Ни в какой момент мы не были лишены взаимной поддержки.
Были моменты, когда моя мать чувствовала, что нуждается в помощи;
тогда она звала, я приходил, и мы разговаривали о её смерти, о
моём одиночестве.
Она глубоко любила жизнь.
За несколько дней до смерти она сказала, что готова была бы страдать
ещё 150 лет, лишь бы жить.
Она любила красоту наступавшей весны; она дорожила нашими отношениями.
Она тосковала о нашей разлуке: Oh, for the touch of a vanished
hand and the sound of a voice that is still… Порой, в другие моменты
мне была невыносима боль разлуки, тогда я приходил, и мы разговаривали
об этом, и мать поддерживала меня и утешала о своей смерти.
Наши отношения были глубоки и истинны, в них не было лжи, и поэтому
они могли вместить всю правду до глубины.

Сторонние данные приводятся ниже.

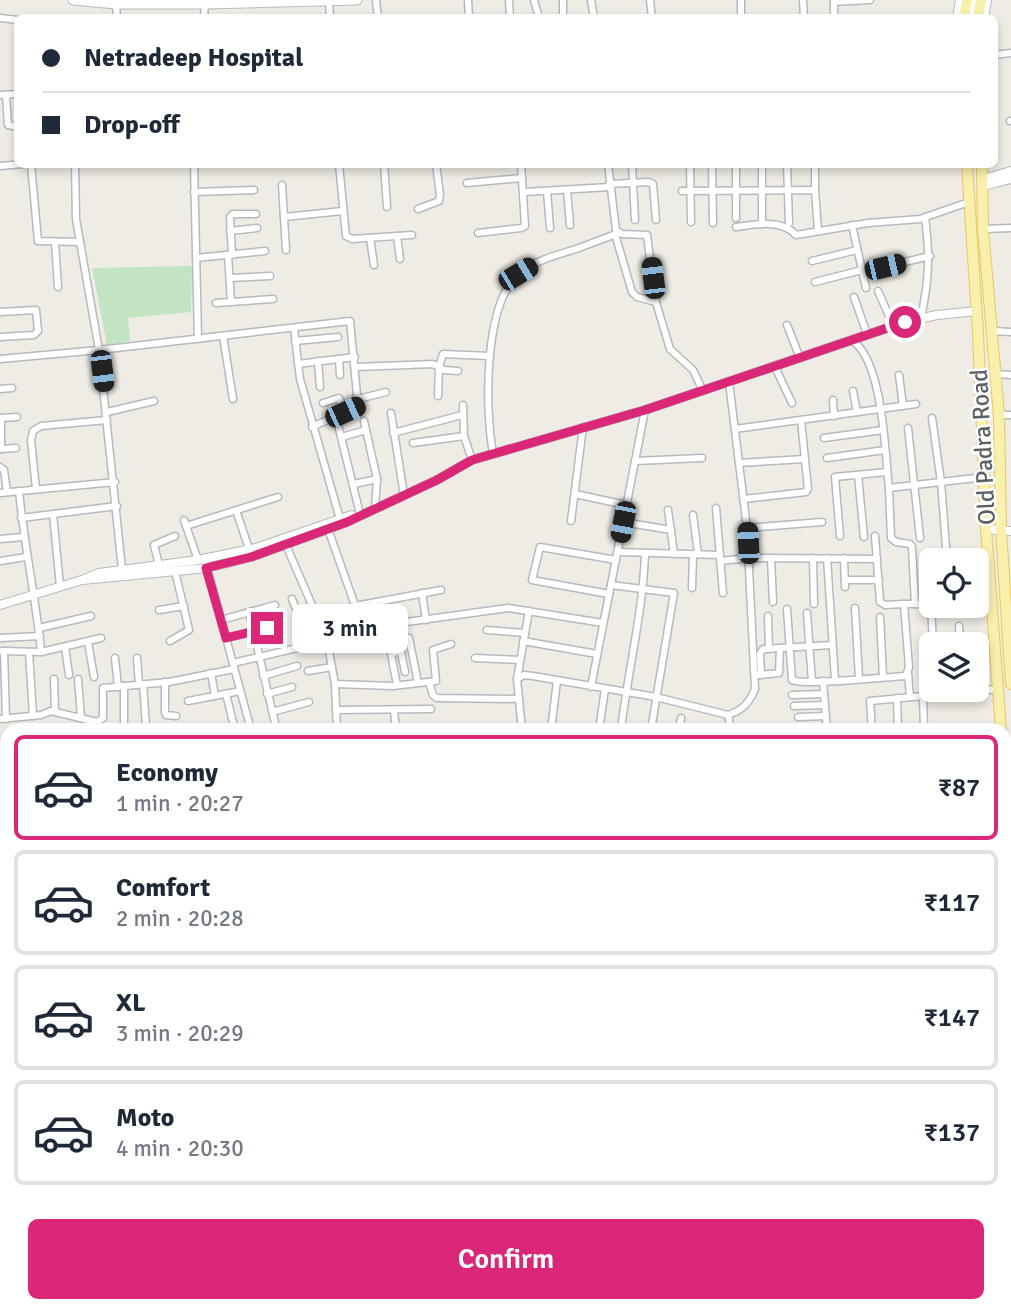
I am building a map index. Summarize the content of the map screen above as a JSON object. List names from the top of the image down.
{
  "streets": {
    "main road": ["Old Padra Road"]
  },
  "page": {
    "banner": ["Netradeep Hospital", "Drop-off"],
    "bubble": "3 min",
    "list": [
      {
        "name": "Economy",
        "note": "1 min · 20:27",
        "value": "₹87"
      },
      {
        "name": "Comfort",
        "note": "2 min · 20:28",
        "value": "₹117"
      },
      {
        "name": "XL",
        "note": "3 min · 20:29",
        "value": "₹147"
      },
      {
        "name": "Moto",
        "note": "4 min · 20:30",
        "value": "₹137"
      }
    ],
    "buttons": "Confirm"
  }
}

И кроме того, была ещё одна сторона, которую я уже упоминал.
Потому что смерть стояла рядом, потому что смерть могла прийти
в любой миг, и тогда поздно будет что-либо исправить, - всё должно
было в любой миг выражать как можно совершеннее и полнее благоговение
и любовь, которыми были полны наши отношения.
Только смерть может наполнить величием и смыслом всё, что кажется
как будто мелким и незначительным.
Как ты подашь чашку чаю на подносе, каким движением поправишь
подушки за спиной больного, как звучит твой голос, - всё это может
стать выражением глубины отношений.
Если прозвучала ложная нота, если трещина появилась, если что-то
неладно, это должно быть исправлено немедленно, потому что есть
несомненная уверенность, что позднее может оказаться слишком поздно.
И это опять-таки ставит нас перед лицом правды жизни с такой остротой
и ясностью, каких не может дать ничто другое.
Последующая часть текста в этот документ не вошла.